▸ **Work to be completed**:
Filter the entries below down to the lines that hold "Primera".

▸ **Exercise data**:

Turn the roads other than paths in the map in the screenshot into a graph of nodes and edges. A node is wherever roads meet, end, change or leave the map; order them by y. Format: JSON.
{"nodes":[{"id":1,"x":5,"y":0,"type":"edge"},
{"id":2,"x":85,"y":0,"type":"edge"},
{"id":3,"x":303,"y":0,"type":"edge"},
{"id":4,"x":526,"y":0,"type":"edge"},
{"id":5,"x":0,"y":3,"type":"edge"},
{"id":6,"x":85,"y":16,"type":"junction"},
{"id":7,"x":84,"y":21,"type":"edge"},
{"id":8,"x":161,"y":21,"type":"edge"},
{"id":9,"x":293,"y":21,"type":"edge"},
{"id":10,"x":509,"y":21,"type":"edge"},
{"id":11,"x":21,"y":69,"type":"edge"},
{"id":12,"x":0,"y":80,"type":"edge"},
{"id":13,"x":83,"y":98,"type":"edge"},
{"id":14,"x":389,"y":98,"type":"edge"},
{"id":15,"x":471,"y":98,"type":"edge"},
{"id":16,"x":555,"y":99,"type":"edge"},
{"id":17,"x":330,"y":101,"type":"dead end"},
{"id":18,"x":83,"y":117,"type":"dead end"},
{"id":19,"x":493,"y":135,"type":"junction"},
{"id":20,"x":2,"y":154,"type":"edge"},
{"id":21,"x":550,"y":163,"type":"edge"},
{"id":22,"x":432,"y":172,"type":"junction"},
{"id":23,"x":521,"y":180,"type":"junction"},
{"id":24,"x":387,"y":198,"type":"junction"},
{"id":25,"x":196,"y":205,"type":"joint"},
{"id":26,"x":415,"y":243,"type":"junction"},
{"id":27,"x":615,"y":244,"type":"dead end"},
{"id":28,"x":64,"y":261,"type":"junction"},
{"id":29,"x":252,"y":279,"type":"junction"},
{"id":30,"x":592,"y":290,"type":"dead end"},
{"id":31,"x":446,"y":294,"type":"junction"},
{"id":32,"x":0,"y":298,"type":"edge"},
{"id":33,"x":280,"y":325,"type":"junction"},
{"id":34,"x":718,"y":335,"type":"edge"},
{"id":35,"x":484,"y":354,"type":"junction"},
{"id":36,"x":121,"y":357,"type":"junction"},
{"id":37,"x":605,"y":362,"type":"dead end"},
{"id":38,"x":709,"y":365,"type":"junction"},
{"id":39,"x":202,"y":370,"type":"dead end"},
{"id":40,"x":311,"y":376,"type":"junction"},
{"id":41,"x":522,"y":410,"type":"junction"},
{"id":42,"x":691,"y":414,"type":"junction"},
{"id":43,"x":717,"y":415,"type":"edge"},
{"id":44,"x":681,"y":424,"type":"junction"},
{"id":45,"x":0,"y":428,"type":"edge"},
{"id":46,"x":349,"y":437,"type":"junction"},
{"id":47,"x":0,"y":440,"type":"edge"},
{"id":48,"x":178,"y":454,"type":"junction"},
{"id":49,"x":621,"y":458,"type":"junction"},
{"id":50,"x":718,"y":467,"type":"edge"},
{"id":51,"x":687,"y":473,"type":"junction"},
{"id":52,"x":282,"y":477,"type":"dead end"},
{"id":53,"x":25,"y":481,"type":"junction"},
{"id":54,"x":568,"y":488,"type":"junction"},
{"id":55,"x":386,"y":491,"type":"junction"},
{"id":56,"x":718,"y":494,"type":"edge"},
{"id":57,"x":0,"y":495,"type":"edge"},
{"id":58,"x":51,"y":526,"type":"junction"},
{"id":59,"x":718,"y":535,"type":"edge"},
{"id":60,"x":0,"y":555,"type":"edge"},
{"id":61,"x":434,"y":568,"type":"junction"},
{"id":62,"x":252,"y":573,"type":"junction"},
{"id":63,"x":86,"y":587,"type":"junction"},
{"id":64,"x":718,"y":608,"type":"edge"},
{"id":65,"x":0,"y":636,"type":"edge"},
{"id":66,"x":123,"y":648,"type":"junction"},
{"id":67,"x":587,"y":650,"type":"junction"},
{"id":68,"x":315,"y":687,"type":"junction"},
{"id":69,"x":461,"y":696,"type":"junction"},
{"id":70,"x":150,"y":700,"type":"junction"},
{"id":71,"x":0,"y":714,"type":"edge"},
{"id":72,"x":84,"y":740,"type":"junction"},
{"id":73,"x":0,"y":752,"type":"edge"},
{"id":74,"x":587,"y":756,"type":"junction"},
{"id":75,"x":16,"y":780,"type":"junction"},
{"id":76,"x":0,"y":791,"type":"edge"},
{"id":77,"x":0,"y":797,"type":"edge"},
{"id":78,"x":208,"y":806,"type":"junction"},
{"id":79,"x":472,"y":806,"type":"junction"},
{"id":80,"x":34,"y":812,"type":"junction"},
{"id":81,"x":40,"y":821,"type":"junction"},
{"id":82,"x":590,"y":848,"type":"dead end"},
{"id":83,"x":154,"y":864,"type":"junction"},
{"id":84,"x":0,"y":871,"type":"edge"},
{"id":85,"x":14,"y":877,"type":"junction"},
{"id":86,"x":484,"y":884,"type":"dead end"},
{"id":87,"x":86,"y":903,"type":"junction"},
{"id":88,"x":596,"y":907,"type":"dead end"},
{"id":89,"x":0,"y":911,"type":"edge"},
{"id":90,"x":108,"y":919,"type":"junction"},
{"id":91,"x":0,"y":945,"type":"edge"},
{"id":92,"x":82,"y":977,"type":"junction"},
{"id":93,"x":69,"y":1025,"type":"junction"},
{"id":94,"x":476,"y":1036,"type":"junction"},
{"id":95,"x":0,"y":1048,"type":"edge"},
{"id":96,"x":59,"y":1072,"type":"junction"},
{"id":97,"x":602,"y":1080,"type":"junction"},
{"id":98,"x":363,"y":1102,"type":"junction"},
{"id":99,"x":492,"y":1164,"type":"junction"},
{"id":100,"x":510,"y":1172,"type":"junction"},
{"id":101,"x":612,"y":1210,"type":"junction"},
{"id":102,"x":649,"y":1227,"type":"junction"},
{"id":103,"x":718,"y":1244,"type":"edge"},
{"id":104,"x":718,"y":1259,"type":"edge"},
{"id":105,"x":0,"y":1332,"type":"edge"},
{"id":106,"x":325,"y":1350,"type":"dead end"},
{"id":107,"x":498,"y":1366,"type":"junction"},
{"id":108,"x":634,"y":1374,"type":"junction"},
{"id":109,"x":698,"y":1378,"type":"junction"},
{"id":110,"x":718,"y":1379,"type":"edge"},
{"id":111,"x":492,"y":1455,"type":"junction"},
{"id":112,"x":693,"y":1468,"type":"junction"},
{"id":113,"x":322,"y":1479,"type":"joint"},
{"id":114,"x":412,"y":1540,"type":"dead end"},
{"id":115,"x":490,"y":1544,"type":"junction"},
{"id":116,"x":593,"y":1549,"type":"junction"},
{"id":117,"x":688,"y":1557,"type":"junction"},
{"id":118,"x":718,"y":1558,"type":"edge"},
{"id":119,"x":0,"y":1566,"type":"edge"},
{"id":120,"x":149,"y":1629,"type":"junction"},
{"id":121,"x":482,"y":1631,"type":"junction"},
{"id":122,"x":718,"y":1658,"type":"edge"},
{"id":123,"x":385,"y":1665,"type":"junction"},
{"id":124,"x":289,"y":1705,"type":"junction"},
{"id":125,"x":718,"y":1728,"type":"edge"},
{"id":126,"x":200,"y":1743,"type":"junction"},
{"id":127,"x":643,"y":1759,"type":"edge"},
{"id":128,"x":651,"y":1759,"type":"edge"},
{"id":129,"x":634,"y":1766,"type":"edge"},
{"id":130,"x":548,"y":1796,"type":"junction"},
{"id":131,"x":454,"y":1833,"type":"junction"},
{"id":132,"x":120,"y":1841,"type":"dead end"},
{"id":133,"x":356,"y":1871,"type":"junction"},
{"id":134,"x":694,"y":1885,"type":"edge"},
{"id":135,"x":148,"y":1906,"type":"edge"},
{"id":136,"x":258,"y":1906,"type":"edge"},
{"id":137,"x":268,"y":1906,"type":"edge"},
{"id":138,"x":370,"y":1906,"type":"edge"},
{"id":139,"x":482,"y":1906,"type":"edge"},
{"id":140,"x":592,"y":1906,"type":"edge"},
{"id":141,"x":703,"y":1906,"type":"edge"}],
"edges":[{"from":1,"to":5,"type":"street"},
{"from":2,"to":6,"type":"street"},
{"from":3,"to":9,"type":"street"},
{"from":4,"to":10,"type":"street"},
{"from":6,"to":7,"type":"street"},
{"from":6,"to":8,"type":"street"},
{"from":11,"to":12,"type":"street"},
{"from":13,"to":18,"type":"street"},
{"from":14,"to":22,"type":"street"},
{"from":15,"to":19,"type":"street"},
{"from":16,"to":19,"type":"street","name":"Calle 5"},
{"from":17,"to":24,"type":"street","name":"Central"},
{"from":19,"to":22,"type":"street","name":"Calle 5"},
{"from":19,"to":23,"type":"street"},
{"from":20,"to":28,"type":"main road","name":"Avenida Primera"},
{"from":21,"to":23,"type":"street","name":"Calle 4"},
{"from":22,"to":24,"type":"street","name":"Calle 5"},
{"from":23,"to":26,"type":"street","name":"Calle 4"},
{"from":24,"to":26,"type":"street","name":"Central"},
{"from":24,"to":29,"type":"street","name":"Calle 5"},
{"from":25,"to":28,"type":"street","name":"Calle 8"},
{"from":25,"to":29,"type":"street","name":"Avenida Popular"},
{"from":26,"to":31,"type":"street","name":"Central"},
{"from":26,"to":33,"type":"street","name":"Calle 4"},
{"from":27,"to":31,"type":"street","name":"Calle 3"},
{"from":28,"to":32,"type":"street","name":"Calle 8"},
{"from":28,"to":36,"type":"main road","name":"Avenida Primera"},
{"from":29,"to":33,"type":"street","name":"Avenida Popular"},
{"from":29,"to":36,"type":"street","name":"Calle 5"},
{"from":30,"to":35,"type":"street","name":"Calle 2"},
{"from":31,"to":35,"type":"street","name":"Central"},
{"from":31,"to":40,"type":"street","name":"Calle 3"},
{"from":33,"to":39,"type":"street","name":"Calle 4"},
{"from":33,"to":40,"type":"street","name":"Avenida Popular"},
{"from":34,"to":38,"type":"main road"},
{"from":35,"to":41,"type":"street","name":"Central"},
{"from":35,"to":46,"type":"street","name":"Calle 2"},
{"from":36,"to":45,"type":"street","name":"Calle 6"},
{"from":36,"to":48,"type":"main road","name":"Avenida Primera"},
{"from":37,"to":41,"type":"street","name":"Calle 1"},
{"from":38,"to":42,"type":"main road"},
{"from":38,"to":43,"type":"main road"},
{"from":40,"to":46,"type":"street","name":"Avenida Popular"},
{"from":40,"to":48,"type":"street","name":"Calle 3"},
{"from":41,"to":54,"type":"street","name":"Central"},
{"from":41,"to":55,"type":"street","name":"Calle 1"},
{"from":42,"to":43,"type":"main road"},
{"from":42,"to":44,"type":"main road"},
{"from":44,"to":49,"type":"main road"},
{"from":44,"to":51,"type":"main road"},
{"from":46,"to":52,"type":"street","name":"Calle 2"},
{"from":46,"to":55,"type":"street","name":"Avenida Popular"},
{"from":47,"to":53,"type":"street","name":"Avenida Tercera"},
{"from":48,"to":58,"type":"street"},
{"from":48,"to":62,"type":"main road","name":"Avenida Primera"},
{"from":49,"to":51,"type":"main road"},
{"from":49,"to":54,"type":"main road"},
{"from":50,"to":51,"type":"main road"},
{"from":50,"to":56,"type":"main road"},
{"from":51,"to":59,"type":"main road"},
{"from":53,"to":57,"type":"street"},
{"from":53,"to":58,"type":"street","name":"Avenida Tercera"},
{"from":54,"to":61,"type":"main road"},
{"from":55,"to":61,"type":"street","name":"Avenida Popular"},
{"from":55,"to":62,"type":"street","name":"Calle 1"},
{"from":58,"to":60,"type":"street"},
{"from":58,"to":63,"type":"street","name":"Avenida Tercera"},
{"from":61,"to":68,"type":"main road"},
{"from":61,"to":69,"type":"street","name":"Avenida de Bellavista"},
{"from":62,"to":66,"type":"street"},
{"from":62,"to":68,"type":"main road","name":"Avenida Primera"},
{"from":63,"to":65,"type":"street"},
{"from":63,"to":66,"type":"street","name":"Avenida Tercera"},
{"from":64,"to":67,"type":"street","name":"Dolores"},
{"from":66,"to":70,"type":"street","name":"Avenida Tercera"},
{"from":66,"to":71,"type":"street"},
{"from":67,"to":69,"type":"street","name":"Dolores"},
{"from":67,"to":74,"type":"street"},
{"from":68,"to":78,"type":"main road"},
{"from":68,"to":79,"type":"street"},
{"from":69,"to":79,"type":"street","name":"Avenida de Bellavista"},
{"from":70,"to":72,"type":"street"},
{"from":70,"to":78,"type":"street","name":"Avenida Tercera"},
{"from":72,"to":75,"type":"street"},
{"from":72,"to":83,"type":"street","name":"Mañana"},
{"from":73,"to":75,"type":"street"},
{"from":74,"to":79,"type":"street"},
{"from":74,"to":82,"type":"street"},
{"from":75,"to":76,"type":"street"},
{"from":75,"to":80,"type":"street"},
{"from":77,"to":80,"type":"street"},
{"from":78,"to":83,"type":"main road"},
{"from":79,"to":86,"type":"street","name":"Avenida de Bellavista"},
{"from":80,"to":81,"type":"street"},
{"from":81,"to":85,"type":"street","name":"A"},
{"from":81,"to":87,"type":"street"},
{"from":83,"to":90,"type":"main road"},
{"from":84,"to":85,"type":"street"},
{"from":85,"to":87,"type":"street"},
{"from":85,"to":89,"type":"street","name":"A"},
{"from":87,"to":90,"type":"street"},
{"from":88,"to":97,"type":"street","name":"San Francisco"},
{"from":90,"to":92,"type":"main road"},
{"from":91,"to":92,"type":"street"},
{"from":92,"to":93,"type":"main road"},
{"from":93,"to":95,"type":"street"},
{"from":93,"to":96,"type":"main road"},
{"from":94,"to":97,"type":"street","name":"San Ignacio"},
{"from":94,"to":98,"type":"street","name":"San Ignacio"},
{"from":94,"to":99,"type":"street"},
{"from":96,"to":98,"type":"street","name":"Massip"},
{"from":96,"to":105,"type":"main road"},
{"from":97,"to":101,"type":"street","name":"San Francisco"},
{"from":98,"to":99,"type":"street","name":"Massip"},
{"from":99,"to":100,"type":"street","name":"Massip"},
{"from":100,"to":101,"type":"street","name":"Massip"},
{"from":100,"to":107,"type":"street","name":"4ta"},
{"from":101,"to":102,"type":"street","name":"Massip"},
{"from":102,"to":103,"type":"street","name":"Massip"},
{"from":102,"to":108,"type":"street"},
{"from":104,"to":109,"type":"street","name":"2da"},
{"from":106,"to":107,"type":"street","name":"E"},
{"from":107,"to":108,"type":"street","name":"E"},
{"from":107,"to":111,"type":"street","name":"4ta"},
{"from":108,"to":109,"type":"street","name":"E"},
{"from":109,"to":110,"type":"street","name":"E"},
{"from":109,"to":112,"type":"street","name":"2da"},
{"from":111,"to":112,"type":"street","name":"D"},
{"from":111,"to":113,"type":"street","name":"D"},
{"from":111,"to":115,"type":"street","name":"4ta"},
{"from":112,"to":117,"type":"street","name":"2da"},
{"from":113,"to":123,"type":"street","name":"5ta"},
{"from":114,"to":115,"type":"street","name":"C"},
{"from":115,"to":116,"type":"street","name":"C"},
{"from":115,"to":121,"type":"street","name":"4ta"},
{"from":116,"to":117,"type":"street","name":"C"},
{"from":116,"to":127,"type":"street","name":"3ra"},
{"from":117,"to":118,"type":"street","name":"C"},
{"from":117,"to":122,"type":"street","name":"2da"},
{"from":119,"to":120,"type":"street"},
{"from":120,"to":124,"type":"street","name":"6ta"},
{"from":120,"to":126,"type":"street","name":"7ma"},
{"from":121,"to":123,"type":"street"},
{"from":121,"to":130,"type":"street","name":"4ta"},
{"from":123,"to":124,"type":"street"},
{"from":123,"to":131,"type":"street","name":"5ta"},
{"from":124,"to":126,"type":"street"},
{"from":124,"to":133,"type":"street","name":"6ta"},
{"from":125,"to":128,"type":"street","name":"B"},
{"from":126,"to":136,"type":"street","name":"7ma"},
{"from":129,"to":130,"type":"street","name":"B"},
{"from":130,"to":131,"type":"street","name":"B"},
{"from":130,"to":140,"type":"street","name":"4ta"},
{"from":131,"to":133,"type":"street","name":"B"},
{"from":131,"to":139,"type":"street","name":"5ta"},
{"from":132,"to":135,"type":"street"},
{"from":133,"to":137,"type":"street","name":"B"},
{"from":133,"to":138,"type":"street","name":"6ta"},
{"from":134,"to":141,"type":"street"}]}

▸ **Output**:
{"from":20,"to":28,"type":"main road","name":"Avenida Primera"},
{"from":28,"to":36,"type":"main road","name":"Avenida Primera"},
{"from":36,"to":48,"type":"main road","name":"Avenida Primera"},
{"from":48,"to":62,"type":"main road","name":"Avenida Primera"},
{"from":62,"to":68,"type":"main road","name":"Avenida Primera"},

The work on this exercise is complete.